§ **INPUT MATERIAL**:

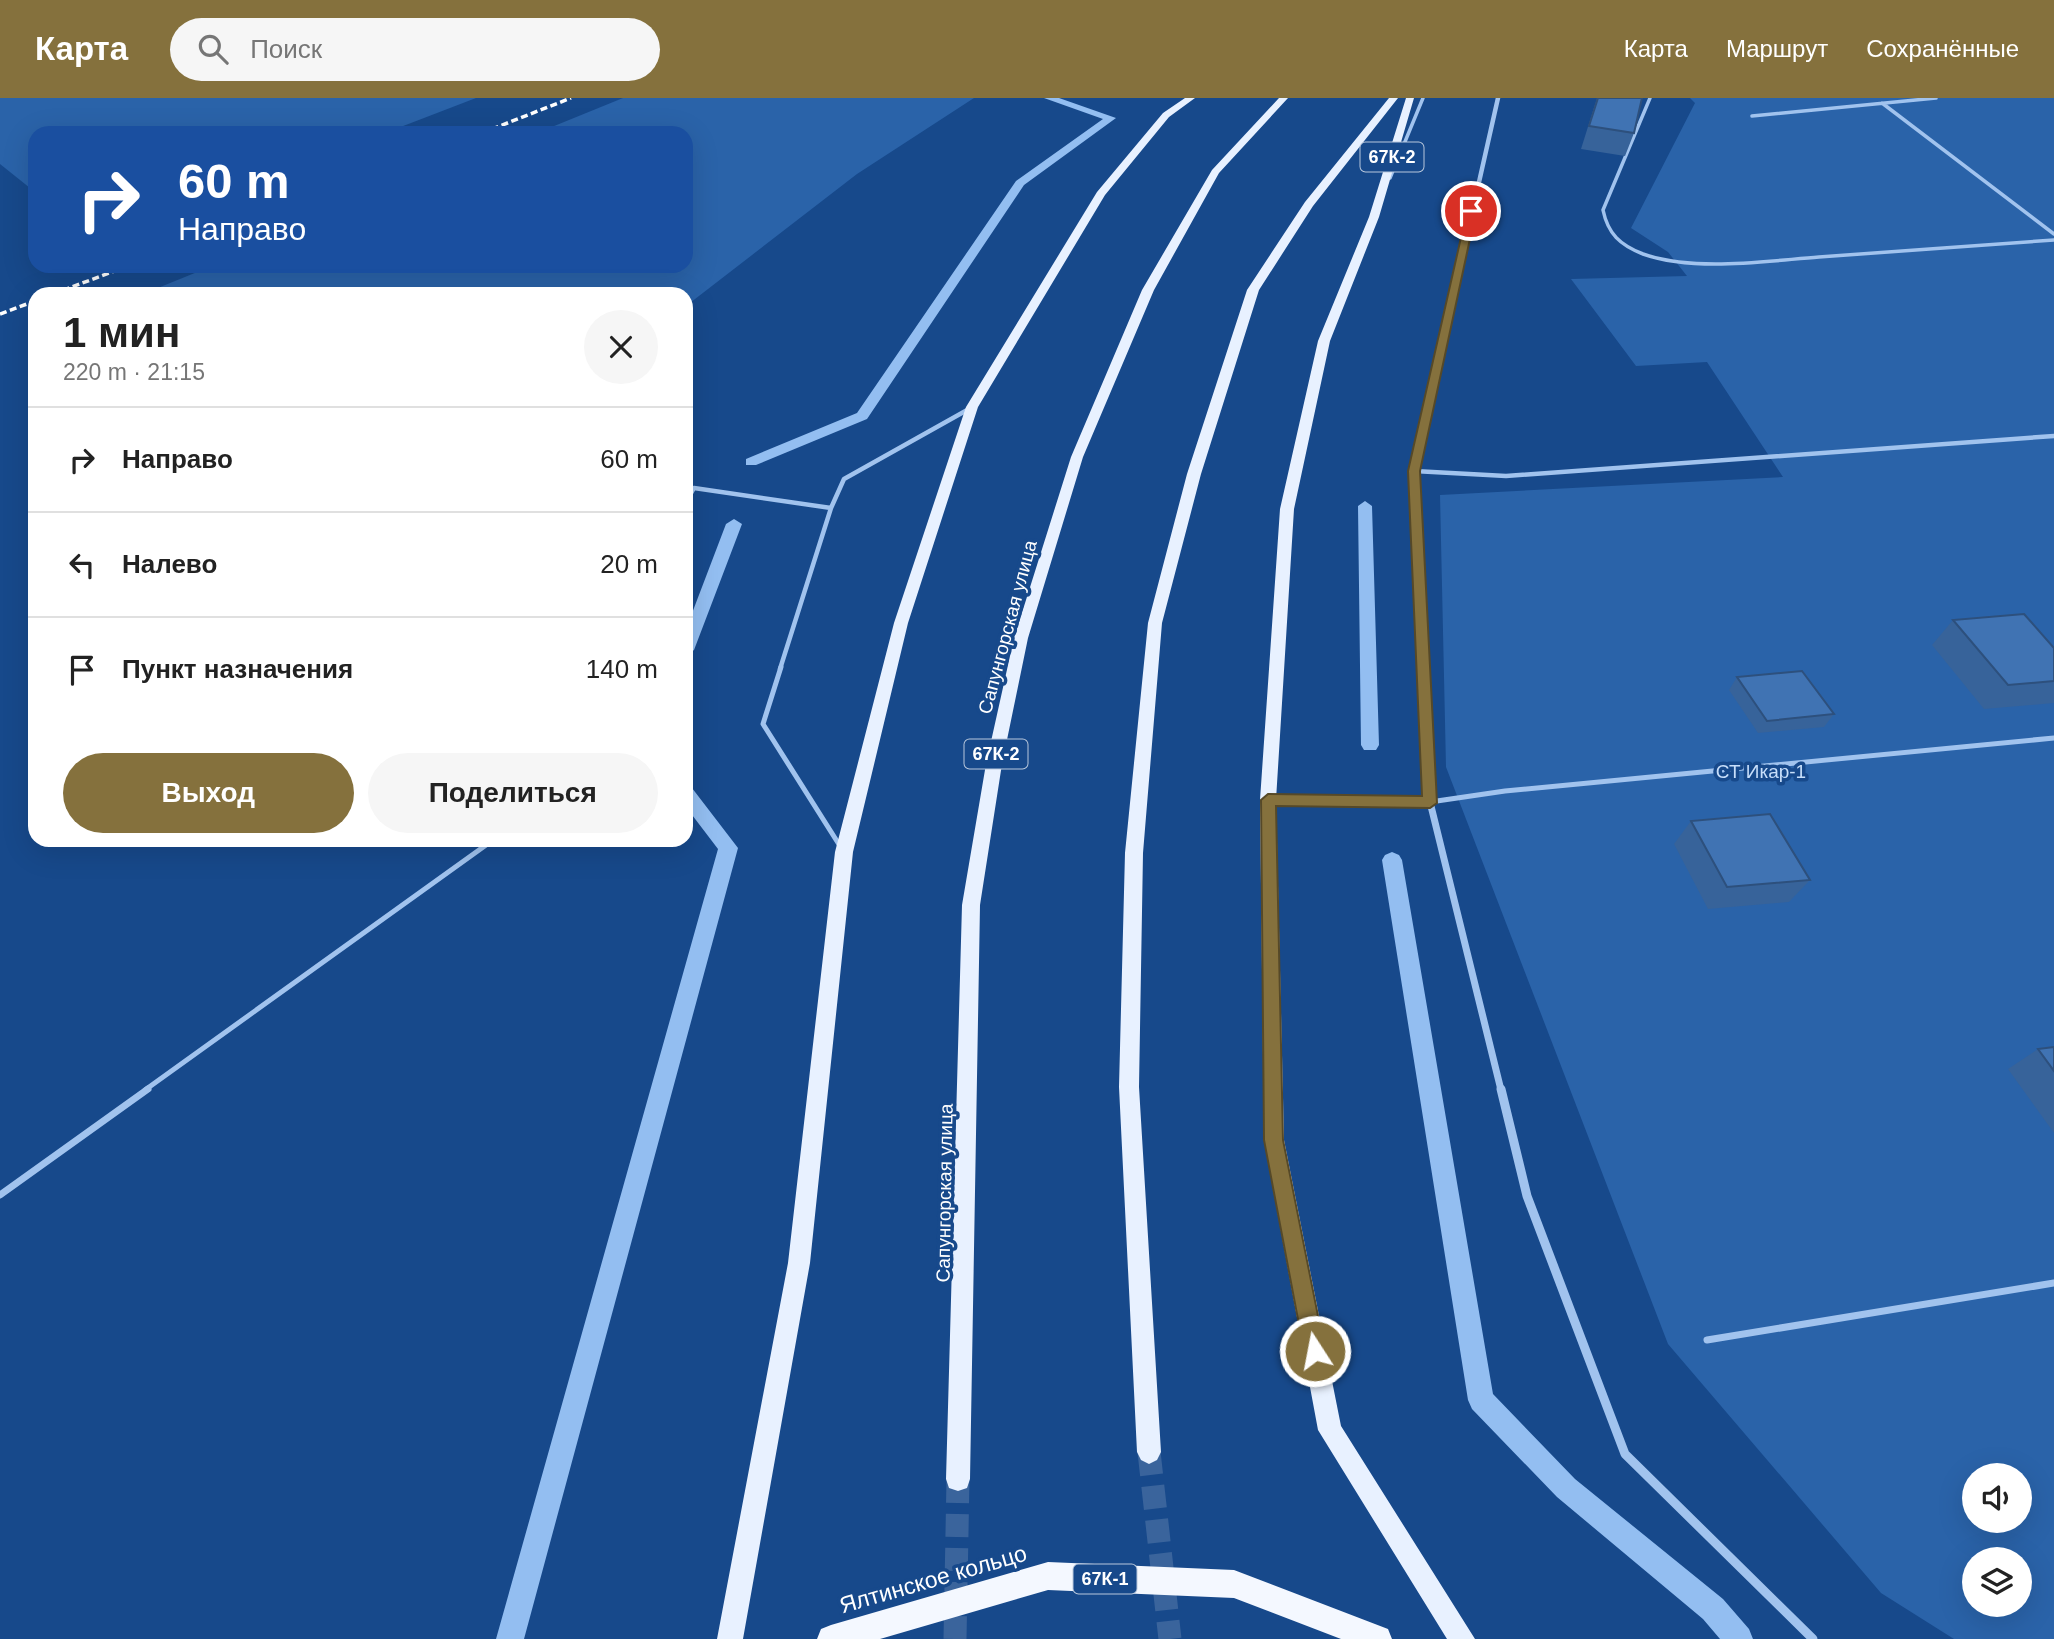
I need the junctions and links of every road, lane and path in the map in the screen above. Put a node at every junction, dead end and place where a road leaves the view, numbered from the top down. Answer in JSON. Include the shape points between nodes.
{"nodes":[{"id":1,"x":1191,"y":98,"type":"edge"},
{"id":2,"x":1284,"y":98,"type":"edge"},
{"id":3,"x":1394,"y":98,"type":"edge"},
{"id":4,"x":1410,"y":98,"type":"edge"},
{"id":5,"x":1423,"y":98,"type":"edge"},
{"id":6,"x":1498,"y":98,"type":"edge"},
{"id":7,"x":1650,"y":98,"type":"edge"},
{"id":8,"x":1936,"y":98,"type":"edge"},
{"id":9,"x":1882,"y":103,"type":"junction"},
{"id":10,"x":1752,"y":116,"type":"dead end"},
{"id":11,"x":1374,"y":217,"type":"junction"},
{"id":12,"x":2054,"y":234,"type":"edge"},
{"id":13,"x":2054,"y":240,"type":"edge"},
{"id":14,"x":972,"y":407,"type":"junction"},
{"id":15,"x":2054,"y":436,"type":"edge"},
{"id":16,"x":1414,"y":471,"type":"junction"},
{"id":17,"x":693,"y":490,"type":"edge"},
{"id":18,"x":831,"y":508,"type":"junction"},
{"id":19,"x":2054,"y":738,"type":"edge"},
{"id":20,"x":1268,"y":800,"type":"junction"},
{"id":21,"x":1430,"y":803,"type":"junction"},
{"id":22,"x":483,"y":847,"type":"edge"},
{"id":23,"x":844,"y":852,"type":"junction"},
{"id":24,"x":0,"y":1195,"type":"edge"},
{"id":25,"x":2054,"y":1283,"type":"edge"},
{"id":26,"x":1707,"y":1340,"type":"dead end"},
{"id":27,"x":1149,"y":1452,"type":"tunnel mouth"},
{"id":28,"x":958,"y":1479,"type":"tunnel mouth"},
{"id":29,"x":730,"y":1639,"type":"edge"},
{"id":30,"x":831,"y":1639,"type":"edge"},
{"id":31,"x":1378,"y":1639,"type":"edge"},
{"id":32,"x":1462,"y":1639,"type":"edge"},
{"id":33,"x":1813,"y":1639,"type":"edge"}],
"edges":[{"from":1,"to":14,"type":"main road","via":[[1166,115],[1101,194]]},
{"from":2,"to":28,"type":"main road","name":"Сапунгорская улица","number":"67К-2","via":[[1215,172],[1148,290],[1077,457],[1021,638],[971,905]]},
{"from":3,"to":27,"type":"main road","number":"67К-2","via":[[1309,204],[1253,290],[1194,474],[1155,623],[1134,853],[1129,1087]]},
{"from":4,"to":11,"type":"main road","number":"67К-2"},
{"from":5,"to":11,"type":"lane"},
{"from":6,"to":16,"type":"street"},
{"from":7,"to":13,"type":"lane","via":[[1603,210],[1606,226],[1617,242],[1644,254],[1674,261],[1731,263]]},
{"from":8,"to":9,"type":"lane"},
{"from":9,"to":10,"type":"lane"},
{"from":9,"to":12,"type":"lane"},
{"from":11,"to":20,"type":"main road","number":"67К-2","via":[[1324,341],[1287,509]]},
{"from":14,"to":18,"type":"lane","via":[[844,479]]},
{"from":14,"to":23,"type":"main road","via":[[901,623]]},
{"from":15,"to":16,"type":"lane","via":[[1506,475]]},
{"from":16,"to":21,"type":"street"},
{"from":17,"to":18,"type":"lane"},
{"from":18,"to":23,"type":"lane","via":[[763,724]]},
{"from":19,"to":21,"type":"lane","via":[[1505,791]]},
{"from":20,"to":21,"type":"lane"},
{"from":20,"to":32,"type":"main road","number":"67К-2","via":[[1274,1140],[1330,1430]]},
{"from":21,"to":33,"type":"street","via":[[1527,1196],[1625,1454]]},
{"from":22,"to":24,"type":"lane"},
{"from":23,"to":29,"type":"main road","via":[[799,1263]]},
{"from":25,"to":26,"type":"lane"},
{"from":30,"to":31,"type":"highway","name":"Ялтинское кольцо","number":"67К-1","via":[[1048,1576],[1234,1584]]}]}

§ **EXERCISE OBJECTIVE**: Please repeat the data verbatim and leave the pictures out of your copy.

§ **SOLUTION**:
I need the junctions and links of every road, lane and path in the map in the screen above. Put a node at every junction, dead end and place where a road leaves the view, numbered from the top down. Answer in JSON. Include the shape points between nodes.
{"nodes":[{"id":1,"x":1191,"y":98,"type":"edge"},
{"id":2,"x":1284,"y":98,"type":"edge"},
{"id":3,"x":1394,"y":98,"type":"edge"},
{"id":4,"x":1410,"y":98,"type":"edge"},
{"id":5,"x":1423,"y":98,"type":"edge"},
{"id":6,"x":1498,"y":98,"type":"edge"},
{"id":7,"x":1650,"y":98,"type":"edge"},
{"id":8,"x":1936,"y":98,"type":"edge"},
{"id":9,"x":1882,"y":103,"type":"junction"},
{"id":10,"x":1752,"y":116,"type":"dead end"},
{"id":11,"x":1374,"y":217,"type":"junction"},
{"id":12,"x":2054,"y":234,"type":"edge"},
{"id":13,"x":2054,"y":240,"type":"edge"},
{"id":14,"x":972,"y":407,"type":"junction"},
{"id":15,"x":2054,"y":436,"type":"edge"},
{"id":16,"x":1414,"y":471,"type":"junction"},
{"id":17,"x":693,"y":490,"type":"edge"},
{"id":18,"x":831,"y":508,"type":"junction"},
{"id":19,"x":2054,"y":738,"type":"edge"},
{"id":20,"x":1268,"y":800,"type":"junction"},
{"id":21,"x":1430,"y":803,"type":"junction"},
{"id":22,"x":483,"y":847,"type":"edge"},
{"id":23,"x":844,"y":852,"type":"junction"},
{"id":24,"x":0,"y":1195,"type":"edge"},
{"id":25,"x":2054,"y":1283,"type":"edge"},
{"id":26,"x":1707,"y":1340,"type":"dead end"},
{"id":27,"x":1149,"y":1452,"type":"tunnel mouth"},
{"id":28,"x":958,"y":1479,"type":"tunnel mouth"},
{"id":29,"x":730,"y":1639,"type":"edge"},
{"id":30,"x":831,"y":1639,"type":"edge"},
{"id":31,"x":1378,"y":1639,"type":"edge"},
{"id":32,"x":1462,"y":1639,"type":"edge"},
{"id":33,"x":1813,"y":1639,"type":"edge"}],
"edges":[{"from":1,"to":14,"type":"main road","via":[[1166,115],[1101,194]]},
{"from":2,"to":28,"type":"main road","name":"Сапунгорская улица","number":"67К-2","via":[[1215,172],[1148,290],[1077,457],[1021,638],[971,905]]},
{"from":3,"to":27,"type":"main road","number":"67К-2","via":[[1309,204],[1253,290],[1194,474],[1155,623],[1134,853],[1129,1087]]},
{"from":4,"to":11,"type":"main road","number":"67К-2"},
{"from":5,"to":11,"type":"lane"},
{"from":6,"to":16,"type":"street"},
{"from":7,"to":13,"type":"lane","via":[[1603,210],[1606,226],[1617,242],[1644,254],[1674,261],[1731,263]]},
{"from":8,"to":9,"type":"lane"},
{"from":9,"to":10,"type":"lane"},
{"from":9,"to":12,"type":"lane"},
{"from":11,"to":20,"type":"main road","number":"67К-2","via":[[1324,341],[1287,509]]},
{"from":14,"to":18,"type":"lane","via":[[844,479]]},
{"from":14,"to":23,"type":"main road","via":[[901,623]]},
{"from":15,"to":16,"type":"lane","via":[[1506,475]]},
{"from":16,"to":21,"type":"street"},
{"from":17,"to":18,"type":"lane"},
{"from":18,"to":23,"type":"lane","via":[[763,724]]},
{"from":19,"to":21,"type":"lane","via":[[1505,791]]},
{"from":20,"to":21,"type":"lane"},
{"from":20,"to":32,"type":"main road","number":"67К-2","via":[[1274,1140],[1330,1430]]},
{"from":21,"to":33,"type":"street","via":[[1527,1196],[1625,1454]]},
{"from":22,"to":24,"type":"lane"},
{"from":23,"to":29,"type":"main road","via":[[799,1263]]},
{"from":25,"to":26,"type":"lane"},
{"from":30,"to":31,"type":"highway","name":"Ялтинское кольцо","number":"67К-1","via":[[1048,1576],[1234,1584]]}]}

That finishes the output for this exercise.